[Records supplied — start]

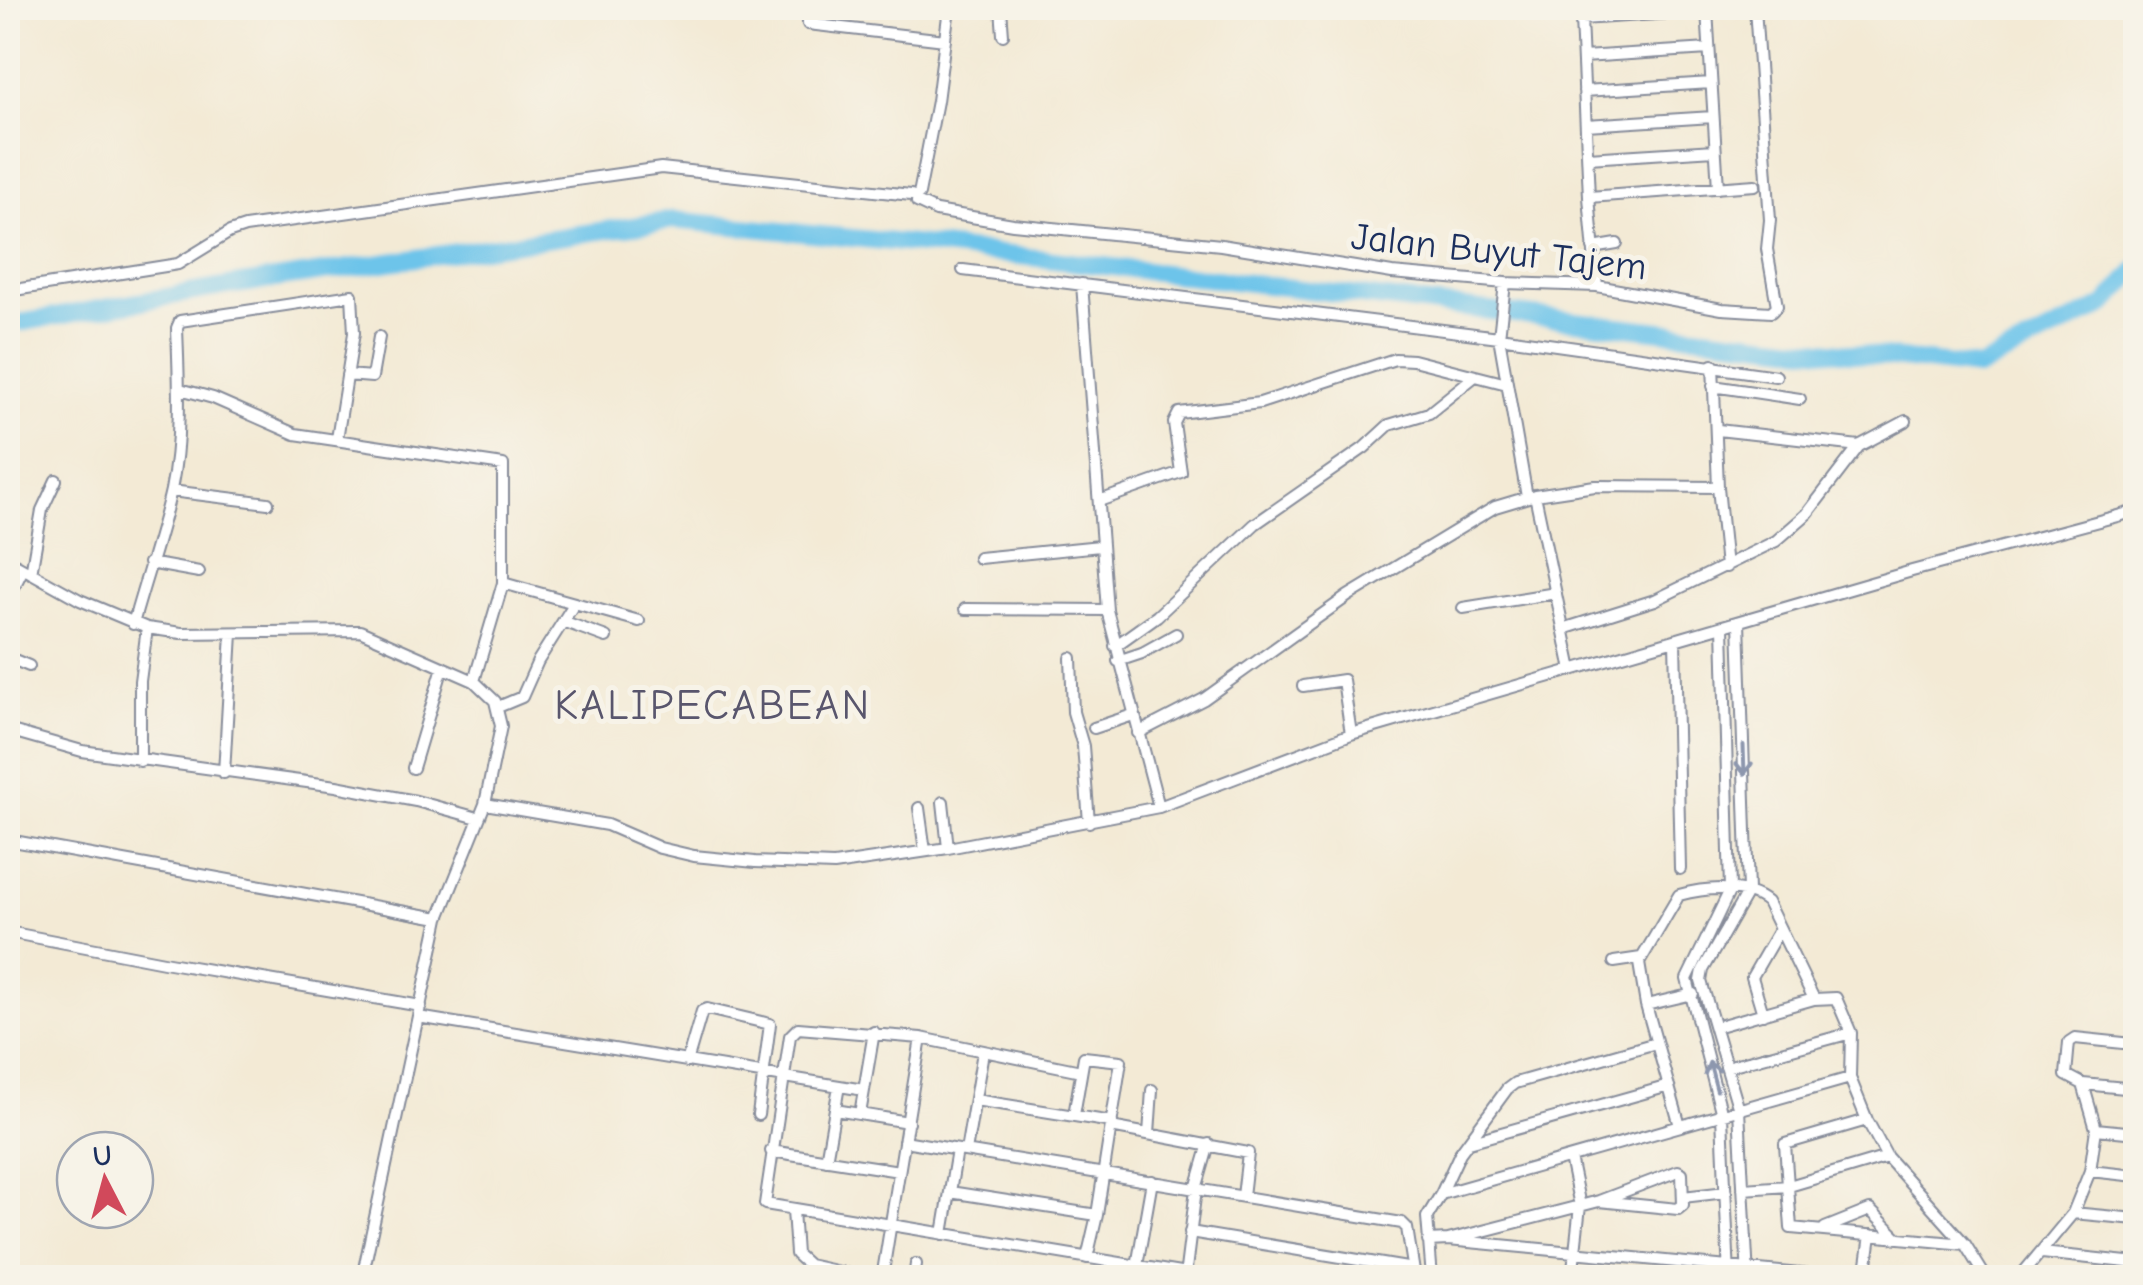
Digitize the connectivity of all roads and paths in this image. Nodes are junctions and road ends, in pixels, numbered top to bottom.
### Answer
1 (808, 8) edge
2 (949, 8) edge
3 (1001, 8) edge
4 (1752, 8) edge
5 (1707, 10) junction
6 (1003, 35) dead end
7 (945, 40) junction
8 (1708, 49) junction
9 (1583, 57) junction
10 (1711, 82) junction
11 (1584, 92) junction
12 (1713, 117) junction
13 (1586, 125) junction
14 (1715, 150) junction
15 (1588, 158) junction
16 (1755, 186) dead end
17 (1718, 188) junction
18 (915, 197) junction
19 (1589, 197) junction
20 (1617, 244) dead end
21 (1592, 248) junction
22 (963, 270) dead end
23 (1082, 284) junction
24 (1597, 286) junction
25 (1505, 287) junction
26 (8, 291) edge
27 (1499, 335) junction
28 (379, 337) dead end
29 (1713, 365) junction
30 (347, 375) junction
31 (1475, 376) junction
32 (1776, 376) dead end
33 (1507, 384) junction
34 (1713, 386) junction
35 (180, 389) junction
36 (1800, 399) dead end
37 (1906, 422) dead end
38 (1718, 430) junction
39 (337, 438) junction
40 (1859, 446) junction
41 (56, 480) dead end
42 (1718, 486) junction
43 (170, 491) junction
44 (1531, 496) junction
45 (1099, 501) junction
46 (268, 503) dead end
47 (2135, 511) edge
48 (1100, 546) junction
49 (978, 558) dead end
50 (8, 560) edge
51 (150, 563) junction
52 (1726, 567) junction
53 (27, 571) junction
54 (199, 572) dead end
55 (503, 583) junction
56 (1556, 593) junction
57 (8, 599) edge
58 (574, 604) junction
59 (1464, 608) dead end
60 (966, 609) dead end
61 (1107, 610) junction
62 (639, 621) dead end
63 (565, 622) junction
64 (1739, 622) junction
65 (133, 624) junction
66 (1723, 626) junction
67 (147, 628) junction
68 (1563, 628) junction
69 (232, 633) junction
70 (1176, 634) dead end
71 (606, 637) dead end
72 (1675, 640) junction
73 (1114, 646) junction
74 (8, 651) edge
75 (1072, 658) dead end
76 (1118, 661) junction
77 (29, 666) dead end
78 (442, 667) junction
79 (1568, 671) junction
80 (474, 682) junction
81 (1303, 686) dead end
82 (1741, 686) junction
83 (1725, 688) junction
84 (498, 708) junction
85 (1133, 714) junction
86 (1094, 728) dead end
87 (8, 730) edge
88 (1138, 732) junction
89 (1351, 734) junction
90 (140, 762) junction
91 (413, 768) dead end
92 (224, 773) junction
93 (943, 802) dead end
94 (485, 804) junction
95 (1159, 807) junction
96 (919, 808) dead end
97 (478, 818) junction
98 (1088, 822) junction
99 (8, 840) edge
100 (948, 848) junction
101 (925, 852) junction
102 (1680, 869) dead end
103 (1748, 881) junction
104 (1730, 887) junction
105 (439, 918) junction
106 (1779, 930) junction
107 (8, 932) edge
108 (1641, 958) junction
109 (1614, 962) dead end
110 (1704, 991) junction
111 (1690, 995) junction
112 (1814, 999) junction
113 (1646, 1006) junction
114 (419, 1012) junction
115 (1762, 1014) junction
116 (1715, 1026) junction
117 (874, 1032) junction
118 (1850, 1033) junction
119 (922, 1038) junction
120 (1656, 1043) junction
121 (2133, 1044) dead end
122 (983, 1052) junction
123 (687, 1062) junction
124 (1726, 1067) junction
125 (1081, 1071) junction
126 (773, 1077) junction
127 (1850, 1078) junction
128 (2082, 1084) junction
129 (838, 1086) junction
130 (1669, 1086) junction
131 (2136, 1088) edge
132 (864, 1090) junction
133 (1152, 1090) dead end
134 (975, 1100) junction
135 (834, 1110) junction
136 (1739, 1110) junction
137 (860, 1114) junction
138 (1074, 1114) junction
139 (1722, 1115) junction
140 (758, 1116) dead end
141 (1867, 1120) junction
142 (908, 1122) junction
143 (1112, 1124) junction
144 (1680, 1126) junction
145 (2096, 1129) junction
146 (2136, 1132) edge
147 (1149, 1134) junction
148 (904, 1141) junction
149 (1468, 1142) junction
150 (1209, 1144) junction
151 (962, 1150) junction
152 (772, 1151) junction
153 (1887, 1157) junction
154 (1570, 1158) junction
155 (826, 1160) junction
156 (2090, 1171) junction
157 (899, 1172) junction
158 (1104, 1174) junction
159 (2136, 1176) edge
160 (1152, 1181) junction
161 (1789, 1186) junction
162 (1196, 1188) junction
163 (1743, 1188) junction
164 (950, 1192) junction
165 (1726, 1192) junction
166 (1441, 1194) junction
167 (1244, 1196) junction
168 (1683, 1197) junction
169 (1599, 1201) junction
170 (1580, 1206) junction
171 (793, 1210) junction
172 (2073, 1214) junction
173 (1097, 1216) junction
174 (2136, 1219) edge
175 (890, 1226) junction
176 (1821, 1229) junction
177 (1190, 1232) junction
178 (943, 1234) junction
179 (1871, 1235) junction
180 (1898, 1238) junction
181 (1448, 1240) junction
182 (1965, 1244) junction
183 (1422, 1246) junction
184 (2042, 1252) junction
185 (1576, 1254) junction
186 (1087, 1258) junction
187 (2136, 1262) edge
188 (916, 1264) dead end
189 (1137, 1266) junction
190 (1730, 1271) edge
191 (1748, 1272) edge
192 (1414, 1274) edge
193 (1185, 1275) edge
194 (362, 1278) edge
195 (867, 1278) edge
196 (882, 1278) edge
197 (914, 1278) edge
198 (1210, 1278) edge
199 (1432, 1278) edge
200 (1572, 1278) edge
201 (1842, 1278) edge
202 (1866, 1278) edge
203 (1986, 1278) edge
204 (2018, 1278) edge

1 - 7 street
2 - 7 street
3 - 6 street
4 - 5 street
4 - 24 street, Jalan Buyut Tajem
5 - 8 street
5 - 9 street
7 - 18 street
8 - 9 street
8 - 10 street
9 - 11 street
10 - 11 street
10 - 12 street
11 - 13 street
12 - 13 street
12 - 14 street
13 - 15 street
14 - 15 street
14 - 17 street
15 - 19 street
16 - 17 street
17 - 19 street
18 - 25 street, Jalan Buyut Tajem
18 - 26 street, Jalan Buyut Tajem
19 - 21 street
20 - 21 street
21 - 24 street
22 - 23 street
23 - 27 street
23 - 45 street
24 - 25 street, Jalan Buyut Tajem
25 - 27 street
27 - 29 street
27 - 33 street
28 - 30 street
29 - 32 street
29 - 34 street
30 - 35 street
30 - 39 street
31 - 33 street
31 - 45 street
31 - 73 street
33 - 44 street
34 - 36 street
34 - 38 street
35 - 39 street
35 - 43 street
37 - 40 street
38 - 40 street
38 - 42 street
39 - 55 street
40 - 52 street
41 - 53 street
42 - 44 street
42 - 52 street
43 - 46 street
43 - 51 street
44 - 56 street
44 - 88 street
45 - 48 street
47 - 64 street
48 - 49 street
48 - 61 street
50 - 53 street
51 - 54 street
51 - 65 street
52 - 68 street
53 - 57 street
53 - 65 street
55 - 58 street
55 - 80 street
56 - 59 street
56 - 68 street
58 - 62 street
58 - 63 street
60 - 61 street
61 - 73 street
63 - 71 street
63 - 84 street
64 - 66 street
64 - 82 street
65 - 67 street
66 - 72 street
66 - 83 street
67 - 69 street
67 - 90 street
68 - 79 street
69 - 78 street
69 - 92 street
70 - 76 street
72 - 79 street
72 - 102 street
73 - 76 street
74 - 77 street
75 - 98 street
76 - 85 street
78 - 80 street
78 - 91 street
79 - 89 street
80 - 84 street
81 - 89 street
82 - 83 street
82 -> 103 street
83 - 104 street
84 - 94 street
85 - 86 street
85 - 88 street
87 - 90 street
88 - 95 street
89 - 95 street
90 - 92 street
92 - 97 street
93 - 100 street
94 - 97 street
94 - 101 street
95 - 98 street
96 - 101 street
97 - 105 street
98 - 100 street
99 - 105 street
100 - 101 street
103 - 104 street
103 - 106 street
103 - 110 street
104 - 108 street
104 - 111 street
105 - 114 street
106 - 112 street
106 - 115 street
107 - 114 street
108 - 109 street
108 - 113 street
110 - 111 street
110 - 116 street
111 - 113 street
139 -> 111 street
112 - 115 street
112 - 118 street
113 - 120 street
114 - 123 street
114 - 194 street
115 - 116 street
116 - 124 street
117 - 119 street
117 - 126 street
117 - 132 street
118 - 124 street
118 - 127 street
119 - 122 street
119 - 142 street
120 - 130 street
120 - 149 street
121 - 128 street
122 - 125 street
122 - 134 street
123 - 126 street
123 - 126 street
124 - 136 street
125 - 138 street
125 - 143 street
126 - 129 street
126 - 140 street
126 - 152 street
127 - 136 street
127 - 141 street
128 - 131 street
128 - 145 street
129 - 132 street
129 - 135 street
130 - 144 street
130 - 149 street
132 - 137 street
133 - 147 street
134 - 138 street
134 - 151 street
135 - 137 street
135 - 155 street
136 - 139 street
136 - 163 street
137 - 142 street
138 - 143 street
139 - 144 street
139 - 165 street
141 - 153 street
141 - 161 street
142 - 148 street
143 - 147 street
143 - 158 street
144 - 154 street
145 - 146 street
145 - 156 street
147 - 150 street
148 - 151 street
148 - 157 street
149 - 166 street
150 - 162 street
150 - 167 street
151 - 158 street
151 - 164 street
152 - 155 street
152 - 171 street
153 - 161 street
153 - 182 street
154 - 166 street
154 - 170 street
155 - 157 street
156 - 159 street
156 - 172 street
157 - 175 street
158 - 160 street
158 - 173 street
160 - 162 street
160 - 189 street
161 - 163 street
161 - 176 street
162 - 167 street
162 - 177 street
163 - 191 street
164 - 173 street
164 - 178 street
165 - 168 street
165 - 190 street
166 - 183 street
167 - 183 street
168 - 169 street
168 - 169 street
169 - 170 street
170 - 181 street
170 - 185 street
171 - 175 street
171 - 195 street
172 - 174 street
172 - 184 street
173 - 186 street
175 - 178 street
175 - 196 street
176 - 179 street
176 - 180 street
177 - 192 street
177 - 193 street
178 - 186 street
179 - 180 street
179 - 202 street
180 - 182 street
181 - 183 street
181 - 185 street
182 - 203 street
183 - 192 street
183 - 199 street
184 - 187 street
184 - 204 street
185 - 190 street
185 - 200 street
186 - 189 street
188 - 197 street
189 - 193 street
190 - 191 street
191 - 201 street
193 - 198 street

[Records supplied — finish]
[Records supplied — start]

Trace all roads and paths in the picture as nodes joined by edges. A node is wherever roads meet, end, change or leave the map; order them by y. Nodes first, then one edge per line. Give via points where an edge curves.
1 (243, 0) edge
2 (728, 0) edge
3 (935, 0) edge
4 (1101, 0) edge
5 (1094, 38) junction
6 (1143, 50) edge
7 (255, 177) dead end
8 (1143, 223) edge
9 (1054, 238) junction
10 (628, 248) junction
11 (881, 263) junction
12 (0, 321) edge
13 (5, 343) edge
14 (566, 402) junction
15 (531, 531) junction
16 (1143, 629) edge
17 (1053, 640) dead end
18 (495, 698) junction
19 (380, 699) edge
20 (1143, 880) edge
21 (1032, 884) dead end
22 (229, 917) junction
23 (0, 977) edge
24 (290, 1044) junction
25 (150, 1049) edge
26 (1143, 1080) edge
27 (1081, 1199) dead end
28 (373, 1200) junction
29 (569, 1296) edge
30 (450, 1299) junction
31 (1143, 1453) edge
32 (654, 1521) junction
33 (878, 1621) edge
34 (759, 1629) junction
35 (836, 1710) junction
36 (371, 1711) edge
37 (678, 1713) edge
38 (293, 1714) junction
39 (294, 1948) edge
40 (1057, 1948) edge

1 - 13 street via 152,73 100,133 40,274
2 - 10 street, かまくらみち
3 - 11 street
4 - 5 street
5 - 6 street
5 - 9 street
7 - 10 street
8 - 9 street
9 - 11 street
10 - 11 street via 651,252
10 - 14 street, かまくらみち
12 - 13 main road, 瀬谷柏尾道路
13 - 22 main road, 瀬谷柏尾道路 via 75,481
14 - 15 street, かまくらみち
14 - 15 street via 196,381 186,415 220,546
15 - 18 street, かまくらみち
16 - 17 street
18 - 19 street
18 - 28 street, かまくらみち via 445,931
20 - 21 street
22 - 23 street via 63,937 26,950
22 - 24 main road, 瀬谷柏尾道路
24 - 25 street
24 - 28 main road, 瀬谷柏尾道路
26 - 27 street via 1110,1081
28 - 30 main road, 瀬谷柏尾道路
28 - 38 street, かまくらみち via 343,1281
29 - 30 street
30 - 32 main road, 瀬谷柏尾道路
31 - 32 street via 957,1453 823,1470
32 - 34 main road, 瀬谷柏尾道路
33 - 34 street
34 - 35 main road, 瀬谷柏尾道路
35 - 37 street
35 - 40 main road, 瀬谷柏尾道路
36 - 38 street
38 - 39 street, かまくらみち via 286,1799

[Records supplied — finish]

Exercise: Look over the entries above and tally the lines containing the string "Tajem"; the answer is that total only.

Task answer: 4